Problem to solve: Check every line of the entries for "highway", and copy the lines that hold it.

---------- Dataset entries ----------

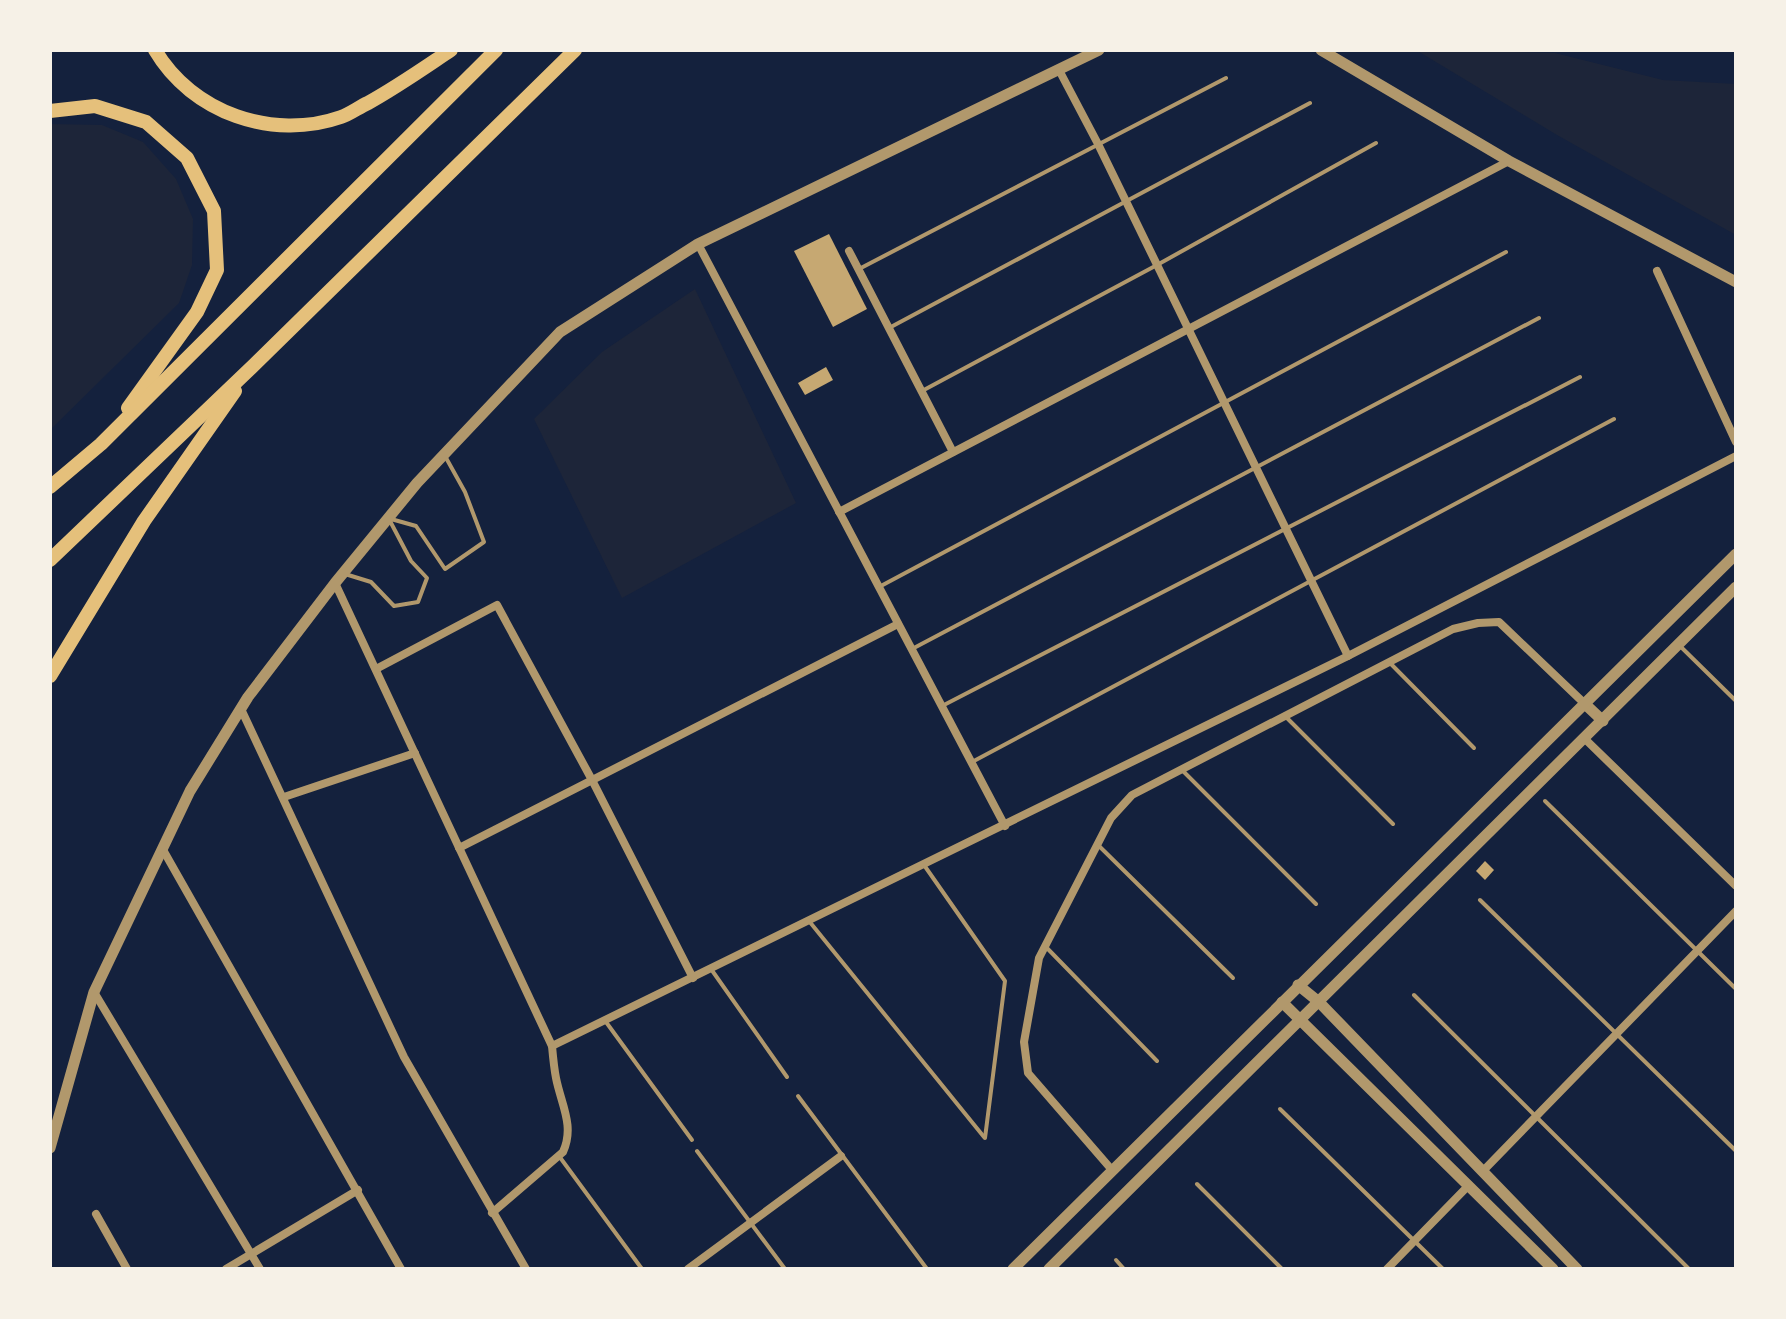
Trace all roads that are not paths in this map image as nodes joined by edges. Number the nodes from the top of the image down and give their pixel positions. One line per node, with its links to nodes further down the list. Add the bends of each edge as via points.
1 (155, 50): 2 (highway, via 197,96 243,121 289,127 342,117)
2 (451, 50)
3 (496, 50): 31 (highway)
4 (575, 50): 25 (highway)
5 (1099, 50): 7 (street)
6 (1321, 50): 13 (street)
7 (1059, 70): 12 (street); 15 (street)
8 (1226, 78): 12 (lane)
9 (1310, 103): 14 (lane)
10 (50, 111): 31 (highway, via 95,106 146,122 187,158 214,211 217,270 197,312)
11 (1376, 143): 18 (lane)
12 (1098, 144): 14 (street); 19 (lane)
13 (1509, 161): 21 (street); 24 (street)
14 (1126, 202): 18 (street); 23 (lane)
15 (698, 244): 33 (street, via 560,332); 37 (street)
16 (849, 251): 19 (street)
17 (1506, 252): 28 (lane)
18 (1157, 265): 24 (street); 27 (lane)
19 (859, 269): 23 (street)
20 (1657, 271): 30 (street)
21 (1736, 282)
22 (1539, 318): 35 (lane)
23 (889, 328): 27 (street)
24 (1188, 328): 28 (street); 32 (street)
25 (254, 365): 41 (highway); 52 (highway, via 144,521)
26 (1580, 377): 39 (lane)
27 (922, 391): 32 (street)
28 (1224, 402): 35 (street); 44 (lane)
29 (1614, 419): 43 (lane)
30 (1736, 442)
31 (101, 444): 36 (highway)
32 (953, 452): 37 (street)
33 (444, 454): 38 (street); 38 (lane, via 484,542 445,569 416,526)
34 (1736, 456): 49 (street)
35 (1255, 467): 39 (street); 48 (lane)
36 (50, 487)
37 (839, 512): 44 (street)
38 (388, 518): 42 (street); 42 (lane, via 411,561 427,578 418,602 394,606 371,582)
39 (1285, 529): 43 (street); 55 (lane)
40 (1736, 554): 54 (street)
41 (50, 560)
42 (339, 578): 51 (street); 56 (street)
43 (1310, 581): 49 (street); 63 (lane)
44 (879, 587): 46 (street)
45 (1736, 587): 47 (street)
46 (898, 624): 48 (street); 65 (street)
47 (1677, 644): 53 (lane); 59 (street)
48 (912, 649): 55 (street)
49 (1348, 656): 69 (street)
50 (1388, 661): 54 (street, via 1453,629 1499,622); 57 (street); 61 (lane)
51 (376, 669): 62 (street); 65 (street, via 497,605)
52 (50, 676)
53 (1736, 701)
54 (1585, 704): 58 (street); 59 (street)
55 (942, 706): 63 (street)
56 (241, 709): 66 (street); 71 (street)
57 (1285, 716): 64 (street); 68 (lane)
58 (1569, 720): 60 (street); 84 (street)
59 (1603, 721): 60 (street)
60 (1584, 738): 74 (street); 89 (street)
61 (1474, 748)
62 (415, 753): 66 (street); 72 (street)
63 (972, 762): 69 (street)
64 (1181, 770): 70 (street, via 1132,795); 76 (lane)
65 (592, 780): 72 (street); 82 (street)
66 (284, 797): 110 (street, via 404,1057)
67 (1545, 801): 80 (lane)
68 (1393, 824)
69 (1005, 826): 73 (street)
70 (1097, 843): 79 (street); 83 (lane)
71 (162, 848): 86 (street); 109 (street)
72 (459, 848): 93 (street)
73 (924, 865): 78 (street); 78 (lane, via 1005,981 985,1138)
74 (1736, 886)
75 (1480, 900): 92 (lane)
76 (1316, 904)
77 (1736, 911): 80 (street)
78 (809, 921): 81 (street)
79 (1045, 946): 94 (lane); 105 (street, via 1024,1042 1028,1073)
80 (1697, 951): 85 (lane); 92 (street)
81 (711, 969): 82 (street); 95 (lane)
82 (693, 978): 90 (street)
83 (1233, 978)
84 (1298, 985): 88 (street); 89 (street)
85 (1736, 989)
86 (94, 992): 100 (street); 114 (street)
87 (1414, 995): 98 (lane)
88 (1282, 1002): 91 (street); 105 (street)
89 (1319, 1002): 91 (street); 106 (street)
90 (606, 1021): 93 (street); 99 (lane)
91 (1301, 1022): 108 (street); 126 (street)
92 (1617, 1034): 98 (street); 102 (lane)
93 (552, 1046): 103 (street, via 569,1138)
94 (1157, 1061)
95 (787, 1077)
96 (798, 1096): 104 (lane)
97 (1280, 1109): 113 (lane)
98 (1537, 1116): 106 (street); 133 (lane)
99 (692, 1140)
100 (50, 1148)
101 (697, 1151): 112 (lane)
102 (1736, 1151)
103 (559, 1156): 110 (street); 121 (lane)
104 (841, 1156): 112 (street); 124 (lane)
105 (1112, 1170): 125 (street)
106 (1482, 1172): 132 (street)
107 (1197, 1184): 128 (lane)
108 (1469, 1185): 113 (street); 131 (street)
109 (358, 1190): 114 (street); 119 (street)
110 (492, 1213): 120 (street)
111 (96, 1214): 116 (street)
112 (750, 1222): 122 (street); 123 (lane)
113 (1415, 1241): 129 (street); 130 (lane)
114 (252, 1254): 117 (street); 118 (street)
115 (1116, 1260): 127 (lane)
116 (127, 1269)
117 (226, 1269)
118 (260, 1269)
119 (401, 1269)
120 (526, 1269)
121 (642, 1269)
122 (688, 1269)
123 (785, 1269)
124 (927, 1269)
125 (1013, 1269)
126 (1049, 1269)
127 (1124, 1269)
128 (1282, 1269)
129 (1387, 1269)
130 (1443, 1269)
131 (1553, 1269)
132 (1577, 1269)
133 (1689, 1269)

----------

Response to the exercise:
1 (155, 50): 2 (highway, via 197,96 243,121 289,127 342,117)
3 (496, 50): 31 (highway)
4 (575, 50): 25 (highway)
10 (50, 111): 31 (highway, via 95,106 146,122 187,158 214,211 217,270 197,312)
25 (254, 365): 41 (highway); 52 (highway, via 144,521)
31 (101, 444): 36 (highway)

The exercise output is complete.